Figure 2. Visualisation des tresses d’actine, après décapage de l’axone, par PREM et par microscopie corrélative SMLM/PREM. A.  Neurone de rat en culture après décapage par des ultrasons, fixation chimique, et marquage de l’actine (en gris), de la spectrine β4 (en orange sur la superposition), et de la spectrine β2 (en bleu sur la superposition). Le marquage, effectué sans perméabilisation préalable, confirme que le décapage a rendu le corps cellulaire et la partie proximale de ses prolongements dendritiques et axonal accessibles aux anticorps. B.  Images PREM d’un axone décapé, obtenues à des grossissements croissant de gauche à droite. Sur les deux images de droite, les microtubules apparaissent comme de larges filaments horizontaux, tandis que les tresses d’actine (en orange) sont verticales et espacées régulièrement d’environ 190 nm. C. Images corrélatives d’un axone, composées de l’image SMLM de l’actine (orange) et de l’image PREM (gris). Sur les deux images de droite, on peut voir la superposition des bandes verticales d’actine en SMLM et des tresses d’actine en PREM (figure adaptée de [ 7 ]).

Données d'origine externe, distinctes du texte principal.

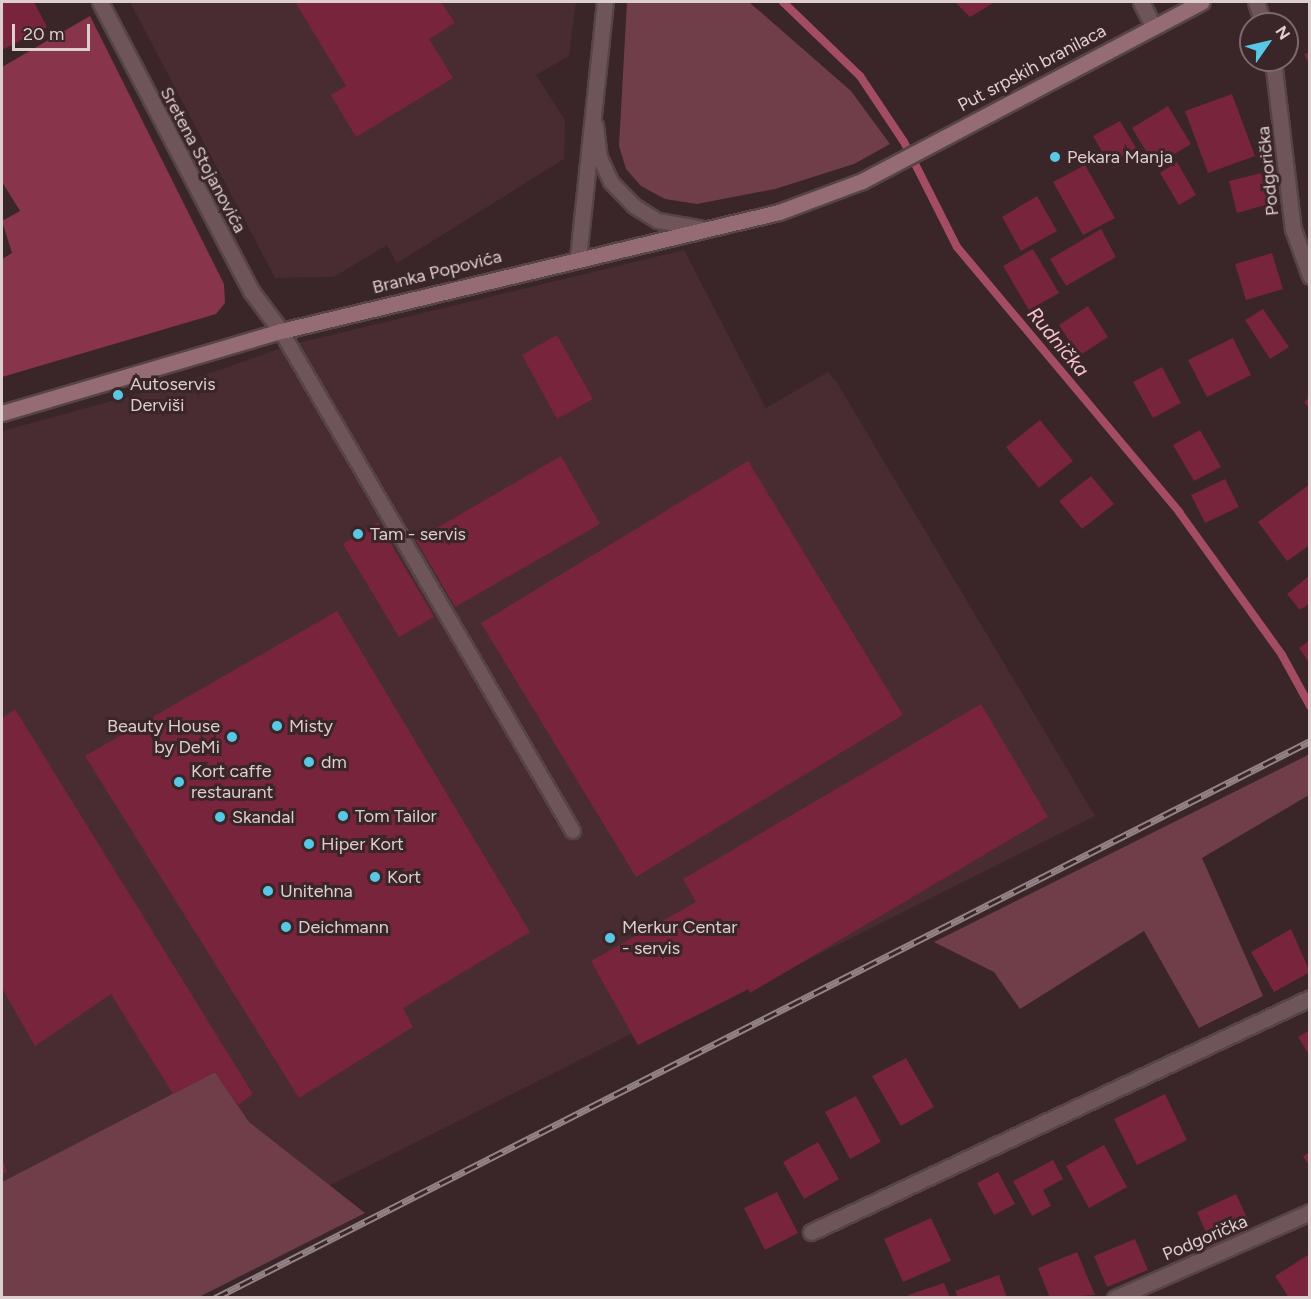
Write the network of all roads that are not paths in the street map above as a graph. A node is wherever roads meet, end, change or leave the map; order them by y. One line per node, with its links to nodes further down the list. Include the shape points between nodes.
1 (99, 2): 12 (street, Sretena Stojanovića, via 251,291)
2 (605, 2): 7 (street)
3 (1141, 2): 5 (street)
4 (1202, 2): 5 (main road, Put srpskih branilaca)
5 (1153, 26): 8 (main road, Put srpskih branilaca)
6 (1274, 72): 11 (street, Podgorička, via 1293,230)
7 (594, 112): 9 (lane, via 600,159 611,182 634,206 683,227); 10 (street)
8 (881, 170): 9 (main road, Branka Popovića)
9 (728, 228): 10 (main road, Branka Popovića)
10 (578, 258): 12 (main road, Branka Popovića)
11 (1310, 276)
12 (281, 331): 13 (main road, Branka Popovića); 14 (lane)
13 (2, 413)
14 (573, 831)
15 (1310, 998): 17 (street)
16 (1310, 1212): 18 (street, Podgorička)
17 (811, 1232)
18 (1115, 1298)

Enfin, nous avons apporté la preuve que les tresses d’actine visualisées en PREM correspondaient aux bandes vues en microscopie super-résolutive, en développant une méthode corrélative pour observer successivement le même échantillon par les deux techniques. Après décapage par des ultrasons et marquage, l’actine est imagée par SMLM, puis une réplique de platine est préparée, sur laquelle le même axone est relocalisé et visualisé en microscopie électronique ; les deux images sont ensuite alignées à l’échelle nanométrique. Nous avons ainsi constaté que les tresses d’actine des images PREM s’alignent sur les bandes d’actine des images SMLM, apparaissant et disparaissant au sein du réseau de spectrines ( Figure 2C ). Cette combinaison de la microscopie super-résolutive et de la PREM permet, en plus d’une démonstration directe de l’assemblage en tresses des anneaux d’actine, d’allier la résolution ultrastructurale de la PREM et l’identification moléculaire de la microscopie en fluorescence : nous l’avons utilisée pour identifier les différents composants de l’échafaudage comme les spectrines, l’ankyrine G, ou la chaîne légère de la myosine.

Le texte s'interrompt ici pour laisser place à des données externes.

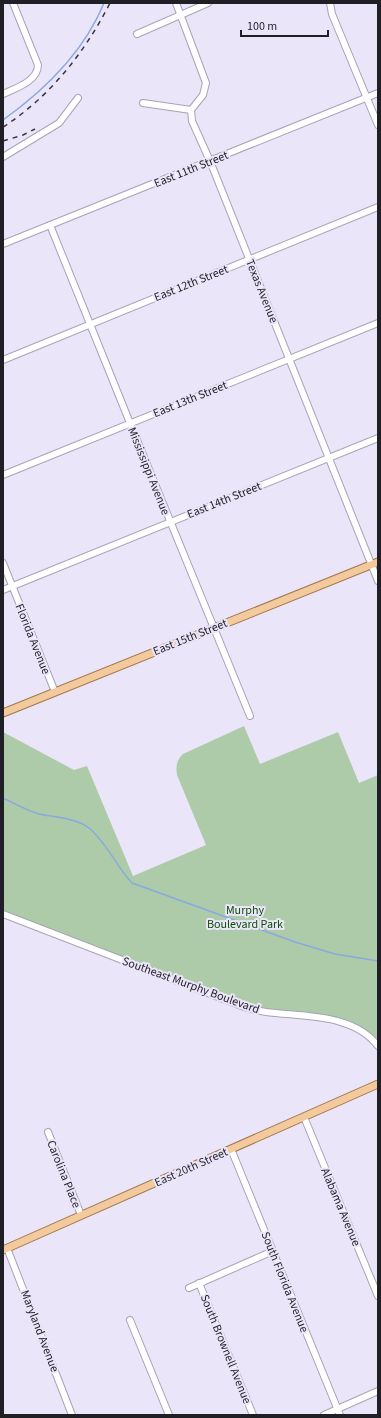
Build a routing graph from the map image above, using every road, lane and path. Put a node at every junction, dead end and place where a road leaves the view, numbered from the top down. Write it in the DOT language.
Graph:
graph roads {
  1 [pos="13,3"];
  2 [pos="176,3"];
  3 [pos="208,3"];
  4 [pos="330,3"];
  5 [pos="180,15"];
  6 [pos="137,34"];
  7 [pos="378,93"];
  8 [pos="3,94"];
  9 [pos="367,97"];
  10 [pos="78,98"];
  11 [pos="143,103"];
  12 [pos="191,110"];
  13 [pos="378,125"];
  14 [pos="3,157"];
  15 [pos="210,161"];
  16 [pos="378,207"];
  17 [pos="50,225"];
  18 [pos="4,242"];
  19 [pos="249,260"];
  20 [pos="378,323"];
  21 [pos="90,324"];
  22 [pos="289,359"];
  23 [pos="3,360"];
  24 [pos="130,424"];
  25 [pos="378,438"];
  26 [pos="328,458"];
  27 [pos="3,475"];
  28 [pos="170,521"];
  29 [pos="3,563"];
  30 [pos="375,563"];
  31 [pos="378,581"];
  32 [pos="12,586"];
  33 [pos="3,590"];
  34 [pos="214,628"];
  35 [pos="55,692"];
  36 [pos="3,713"];
  37 [pos="250,716"];
  38 [pos="3,914"];
  39 [pos="378,1046"];
  40 [pos="378,1084"];
  41 [pos="304,1117"];
  42 [pos="48,1132"];
  43 [pos="231,1149"];
  44 [pos="81,1215"];
  45 [pos="5,1249"];
  46 [pos="273,1251"];
  47 [pos="199,1283"];
  48 [pos="189,1288"];
  49 [pos="378,1296"];
  50 [pos="130,1320"];
  51 [pos="378,1391"];
  52 [pos="338,1412"];
  53 [pos="72,1415"];
  54 [pos="169,1415"];
  55 [pos="253,1415"];
  56 [pos="324,1415"];
  1 -- 8 [label="street"];
  2 -- 5 [label="street"];
  3 -- 5 [label="street"];
  4 -- 9 [label="street"];
  5 -- 6 [label="street"];
  5 -- 12 [label="street"];
  7 -- 9 [label="street, East 11th Street"];
  9 -- 13 [label="street"];
  9 -- 15 [label="street, East 11th Street"];
  10 -- 14 [label="street"];
  11 -- 12 [label="street"];
  12 -- 15 [label="street, Texas Avenue"];
  15 -- 17 [label="street, East 11th Street"];
  15 -- 19 [label="street, Texas Avenue"];
  16 -- 19 [label="street, East 12th Street"];
  17 -- 18 [label="street, East 11th Street"];
  17 -- 21 [label="street, Mississippi Avenue"];
  19 -- 21 [label="street, East 12th Street"];
  19 -- 22 [label="street, Texas Avenue"];
  20 -- 22 [label="street, East 13th Street"];
  21 -- 23 [label="street, East 12th Street"];
  21 -- 24 [label="street, Mississippi Avenue"];
  22 -- 24 [label="street, East 13th Street"];
  22 -- 26 [label="street, Texas Avenue"];
  24 -- 27 [label="street, East 13th Street"];
  24 -- 28 [label="street, Mississippi Avenue"];
  25 -- 26 [label="street, East 14th Street"];
  26 -- 28 [label="street, East 14th Street"];
  26 -- 30 [label="street, Texas Avenue"];
  28 -- 32 [label="street, East 14th Street"];
  28 -- 34 [label="street, Mississippi Avenue"];
  29 -- 32 [label="street, Florida Avenue"];
  30 -- 31 [label="street, Texas Avenue"];
  30 -- 34 [label="main road, East 15th Street"];
  32 -- 33 [label="street, East 14th Street"];
  32 -- 35 [label="street, Florida Avenue"];
  34 -- 35 [label="main road, East 15th Street"];
  34 -- 37 [label="street, Mississippi Avenue"];
  35 -- 36 [label="main road, East 15th Street"];
  38 -- 39 [label="street, Southeast Murphy Boulevard"];
  40 -- 41 [label="main road, East 20th Street"];
  41 -- 43 [label="main road, East 20th Street"];
  41 -- 49 [label="street, Alabama Avenue"];
  42 -- 44 [label="street, Carolina Place"];
  43 -- 44 [label="main road, East 20th Street"];
  43 -- 46 [label="street, South Florida Avenue"];
  44 -- 45 [label="main road, East 20th Street"];
  45 -- 53 [label="street, Maryland Avenue"];
  46 -- 47 [label="street"];
  46 -- 52 [label="street, South Florida Avenue"];
  47 -- 48 [label="street"];
  47 -- 55 [label="street, South Brownell Avenue"];
  50 -- 54 [label="street"];
  51 -- 52 [label="street"];
  52 -- 56 [label="street"];
}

C’est la première fois que l’échafaudage périodique d’actine et de spectrine axonal a pu être observé en microscopie électronique. La résolution moléculaire de la PREM a dévoilé que les anneaux d’actine sont composés de deux longs filaments tressés entre eux, une structure d’actine nouvelle et unique [ 7 ]. Ce résultat est par ailleurs surprenant car on pensait auparavant que les anneaux d’actine étaient composés de courts filaments d’actine « coiffés », sur le modèle de l’organisation des spectrines et de l’actine présentes sous la membrane des globules rouges [ 1 ]. Cette architecture en longs filaments tressés permet d’expliquer plusieurs propriétés des anneaux d’actine de l’axone, comme leur remarquable stabilité et leur rigidité.

Nos travaux fournissent ainsi un fondement structural à la compréhension de l’échafaudage périodique d’actine et de son enchevêtrement dans le réseau des spectrines le long des axones, et permet de formuler de nouvelles hypothèses sur les mécanismes de son assemblage et de son maintien. Elle permet également d’aborder avec un regard nouveau l’étude des différents rôles de cet échafaudage, comme support mécanique de l’axone, mais également comme acteur de la signalisation cellulaire [ 10 ] ou comme régulateur des échanges entre les compartiments intracellulaires et la membrane de l’axone.

Les auteurs déclarent n’avoir aucun lien d’intérêt concernant les données publiées dans cet article.